Like George, I too am an avid sports fan; I played and coached hockey, and played basketball growing up. I worked as a media relation assistant for 5 years during college for the Phoenix Coyotes of the NHL (Yes the Dallas Stars are our rival!). I am a die-hard fan of all of Phoenix sports teams. This makes for some fun around the office between my love of Phoenix teams, George’s love of Dallas teams, and Nancy’s love of Boston teams. My other interests are anything mechanical, hiking around the San Juans, and traveling to anywhere I haven’t been before. (Which is great during trade show season!) Anytime you see us at a trade show don’t hesitate to stop by and say “Hi”.

SoundTraxx News

Recently, we announced the release of many new products. Headlining our Tsunami® releases is our TSU-GN1000, a drop-in decoder designed for Athearn Genesis diesel locomotives that requires no additional hardware! To demonstrate just how new this product is, here is Cole pulling the first ones out of the “pizza oven.” They are complete and ready to be tested.

After the components are soldered to the board by baking them in the oven, individual decoders are separated from the boards. Dan then performs the tedious/fun job of hand testing and listening to each one to ensure they work correctly. Here he has the first tray of the TSU-GN1000s to test.

Our sound library also continues to grow with additions to our steam and diesel Tsunami line. Newest in the lineup is an EMD 645 non-turbocharged diesel prime mover sound for MP15s, SW1500s and GP38s, one in which George had a personal interest in. For steam enthusiasts, we added a Southern-style decoder with whistles native to the southeast United States. You spoke and we listened!

Tech Tip: Calculating CV Values

Configuration Variables (CV) allow modelers to customize decoder properties such as the address, volume settings, momentum, throttle response, and lighting effects. Each CV is comprised of eight bits, which are added together to create a CV value that can range from 0 to 255 (255 is the total of all eight bits turned on).

When a bit is turned “off,” or not selected, its setting is 0. When a bit is turned “on,” or selected, its setting is 1. Bits that are set to 1 are assigned a value in the CV. As shown in the CV register (below), each bit's value increases exponentially. This means that as you read from right to left, the value of each bit doubles (i.e., bit 0 = 1; bit 1 = 2; bit 2 = 4 . . . bit 7 = 128). To calculate the CV's total value, add up the individual values of the bits that are set to 1.

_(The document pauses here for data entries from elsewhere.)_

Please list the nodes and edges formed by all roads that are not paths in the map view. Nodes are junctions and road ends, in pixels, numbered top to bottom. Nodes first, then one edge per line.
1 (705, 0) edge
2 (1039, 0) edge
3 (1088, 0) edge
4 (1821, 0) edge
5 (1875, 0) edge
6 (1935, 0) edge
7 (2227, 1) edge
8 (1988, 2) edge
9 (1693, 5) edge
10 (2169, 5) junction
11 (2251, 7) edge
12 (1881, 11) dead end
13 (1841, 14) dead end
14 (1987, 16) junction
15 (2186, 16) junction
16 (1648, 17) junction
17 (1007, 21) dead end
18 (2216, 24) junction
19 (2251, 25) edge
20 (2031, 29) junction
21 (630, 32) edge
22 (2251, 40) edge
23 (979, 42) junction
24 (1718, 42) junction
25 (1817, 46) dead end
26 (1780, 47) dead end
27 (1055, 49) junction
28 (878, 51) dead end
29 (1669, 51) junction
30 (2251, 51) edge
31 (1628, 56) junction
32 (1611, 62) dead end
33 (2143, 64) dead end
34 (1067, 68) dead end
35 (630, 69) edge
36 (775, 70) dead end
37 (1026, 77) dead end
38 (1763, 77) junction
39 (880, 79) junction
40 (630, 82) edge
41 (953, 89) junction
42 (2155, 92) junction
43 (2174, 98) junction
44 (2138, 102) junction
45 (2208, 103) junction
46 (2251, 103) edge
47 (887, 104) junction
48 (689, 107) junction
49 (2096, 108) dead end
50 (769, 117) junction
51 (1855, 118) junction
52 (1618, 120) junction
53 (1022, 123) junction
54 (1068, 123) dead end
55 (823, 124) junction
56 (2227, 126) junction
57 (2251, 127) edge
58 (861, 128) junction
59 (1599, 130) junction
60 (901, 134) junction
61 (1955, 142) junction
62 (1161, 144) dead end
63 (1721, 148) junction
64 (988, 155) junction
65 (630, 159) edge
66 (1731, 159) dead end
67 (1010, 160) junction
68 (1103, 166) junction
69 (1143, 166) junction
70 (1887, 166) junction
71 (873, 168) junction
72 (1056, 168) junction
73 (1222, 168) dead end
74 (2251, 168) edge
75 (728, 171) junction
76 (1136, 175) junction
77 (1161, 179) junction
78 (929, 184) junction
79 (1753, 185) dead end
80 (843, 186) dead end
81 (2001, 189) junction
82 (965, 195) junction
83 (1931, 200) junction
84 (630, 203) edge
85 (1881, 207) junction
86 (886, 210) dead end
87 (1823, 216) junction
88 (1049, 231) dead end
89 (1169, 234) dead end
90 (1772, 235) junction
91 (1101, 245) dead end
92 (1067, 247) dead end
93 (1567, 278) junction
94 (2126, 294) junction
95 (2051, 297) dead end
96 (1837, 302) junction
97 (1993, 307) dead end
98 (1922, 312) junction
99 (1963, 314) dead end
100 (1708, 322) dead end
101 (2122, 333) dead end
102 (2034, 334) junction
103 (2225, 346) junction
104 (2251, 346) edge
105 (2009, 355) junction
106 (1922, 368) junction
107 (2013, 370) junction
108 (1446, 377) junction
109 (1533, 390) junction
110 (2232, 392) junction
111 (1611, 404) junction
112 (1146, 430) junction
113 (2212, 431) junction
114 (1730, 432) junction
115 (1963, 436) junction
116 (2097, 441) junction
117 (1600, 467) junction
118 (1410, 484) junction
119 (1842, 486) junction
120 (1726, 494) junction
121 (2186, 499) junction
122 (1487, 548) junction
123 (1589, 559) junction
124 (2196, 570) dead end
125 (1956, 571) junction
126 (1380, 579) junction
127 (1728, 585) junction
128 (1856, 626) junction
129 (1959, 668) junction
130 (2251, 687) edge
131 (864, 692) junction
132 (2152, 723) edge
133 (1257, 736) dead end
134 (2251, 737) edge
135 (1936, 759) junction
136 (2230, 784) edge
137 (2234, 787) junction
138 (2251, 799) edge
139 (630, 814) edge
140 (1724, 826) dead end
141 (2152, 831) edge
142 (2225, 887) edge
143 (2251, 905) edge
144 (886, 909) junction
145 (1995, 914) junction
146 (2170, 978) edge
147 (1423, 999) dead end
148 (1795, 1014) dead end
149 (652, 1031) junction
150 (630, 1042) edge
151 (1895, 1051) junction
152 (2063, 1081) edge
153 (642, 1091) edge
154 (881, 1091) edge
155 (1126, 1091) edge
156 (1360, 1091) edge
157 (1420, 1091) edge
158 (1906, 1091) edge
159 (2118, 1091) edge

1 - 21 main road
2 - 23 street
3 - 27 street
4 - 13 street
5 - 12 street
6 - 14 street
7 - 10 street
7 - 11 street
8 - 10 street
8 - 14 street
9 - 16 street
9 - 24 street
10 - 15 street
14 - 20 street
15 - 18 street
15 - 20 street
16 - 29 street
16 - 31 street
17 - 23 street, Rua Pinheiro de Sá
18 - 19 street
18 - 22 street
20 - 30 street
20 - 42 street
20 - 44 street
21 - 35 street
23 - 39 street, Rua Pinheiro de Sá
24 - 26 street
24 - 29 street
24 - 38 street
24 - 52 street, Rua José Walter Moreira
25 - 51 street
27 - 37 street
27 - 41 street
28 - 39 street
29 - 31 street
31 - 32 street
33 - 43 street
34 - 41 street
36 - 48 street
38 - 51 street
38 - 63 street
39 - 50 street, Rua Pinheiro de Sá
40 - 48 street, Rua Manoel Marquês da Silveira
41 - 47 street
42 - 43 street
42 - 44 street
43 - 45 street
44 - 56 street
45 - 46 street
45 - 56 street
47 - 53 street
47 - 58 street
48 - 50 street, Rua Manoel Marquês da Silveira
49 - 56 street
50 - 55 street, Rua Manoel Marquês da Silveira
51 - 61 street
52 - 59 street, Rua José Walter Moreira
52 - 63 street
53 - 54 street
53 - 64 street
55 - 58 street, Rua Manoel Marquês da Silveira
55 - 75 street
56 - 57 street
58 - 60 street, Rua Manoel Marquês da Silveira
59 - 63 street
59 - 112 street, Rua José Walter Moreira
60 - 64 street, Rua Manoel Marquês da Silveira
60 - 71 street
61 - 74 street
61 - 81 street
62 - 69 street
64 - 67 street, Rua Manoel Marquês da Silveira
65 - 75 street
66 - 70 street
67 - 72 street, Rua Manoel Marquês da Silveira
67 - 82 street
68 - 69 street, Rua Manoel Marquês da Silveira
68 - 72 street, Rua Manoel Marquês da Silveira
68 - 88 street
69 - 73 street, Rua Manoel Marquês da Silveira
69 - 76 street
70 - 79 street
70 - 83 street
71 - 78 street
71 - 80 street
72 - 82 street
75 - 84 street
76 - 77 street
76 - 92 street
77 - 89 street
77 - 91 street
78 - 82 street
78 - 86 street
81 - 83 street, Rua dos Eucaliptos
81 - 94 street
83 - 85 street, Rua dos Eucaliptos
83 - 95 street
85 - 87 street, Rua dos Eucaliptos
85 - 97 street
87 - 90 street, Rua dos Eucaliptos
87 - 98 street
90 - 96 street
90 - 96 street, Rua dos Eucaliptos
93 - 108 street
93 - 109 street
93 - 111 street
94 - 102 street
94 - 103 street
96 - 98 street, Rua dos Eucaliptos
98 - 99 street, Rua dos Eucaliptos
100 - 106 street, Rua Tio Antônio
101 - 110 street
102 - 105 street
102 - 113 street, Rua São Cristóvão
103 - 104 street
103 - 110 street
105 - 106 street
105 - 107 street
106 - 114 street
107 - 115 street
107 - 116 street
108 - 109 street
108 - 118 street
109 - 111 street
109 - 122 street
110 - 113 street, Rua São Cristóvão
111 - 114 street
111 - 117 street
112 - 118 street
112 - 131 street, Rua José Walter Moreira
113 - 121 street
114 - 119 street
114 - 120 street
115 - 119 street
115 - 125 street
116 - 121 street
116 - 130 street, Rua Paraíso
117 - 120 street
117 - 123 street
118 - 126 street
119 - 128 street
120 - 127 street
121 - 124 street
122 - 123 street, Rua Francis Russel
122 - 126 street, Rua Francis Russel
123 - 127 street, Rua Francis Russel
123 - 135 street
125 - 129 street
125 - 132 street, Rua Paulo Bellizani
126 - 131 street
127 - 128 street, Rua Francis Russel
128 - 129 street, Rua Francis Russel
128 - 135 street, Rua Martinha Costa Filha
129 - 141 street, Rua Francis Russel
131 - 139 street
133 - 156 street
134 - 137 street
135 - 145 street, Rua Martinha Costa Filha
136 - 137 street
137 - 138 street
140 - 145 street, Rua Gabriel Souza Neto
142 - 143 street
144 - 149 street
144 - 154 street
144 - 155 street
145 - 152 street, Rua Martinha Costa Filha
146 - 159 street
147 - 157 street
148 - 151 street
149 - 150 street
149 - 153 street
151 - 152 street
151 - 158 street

For example, let's determine the value for CV 29 (Configuration Register) using the CV register below. Again, think of each bit as an on/off switch, where a setting of 0 = off and a setting of 1 = on. Bits 0, 2, 3, 5, 6, and 7 are turned "off" as indicated by the 0; bits 1 and 4 are turned "on" as indicated by the 1. Turning on bit 1 enables 128 speed-step mode and bit 4 enables customizable speed curves. Therefore, we need to set CV 29 to a value of 18 (bit 1 = 2 + bit 4 = 16) to enable 128 speed-step mode and customizable speed curves.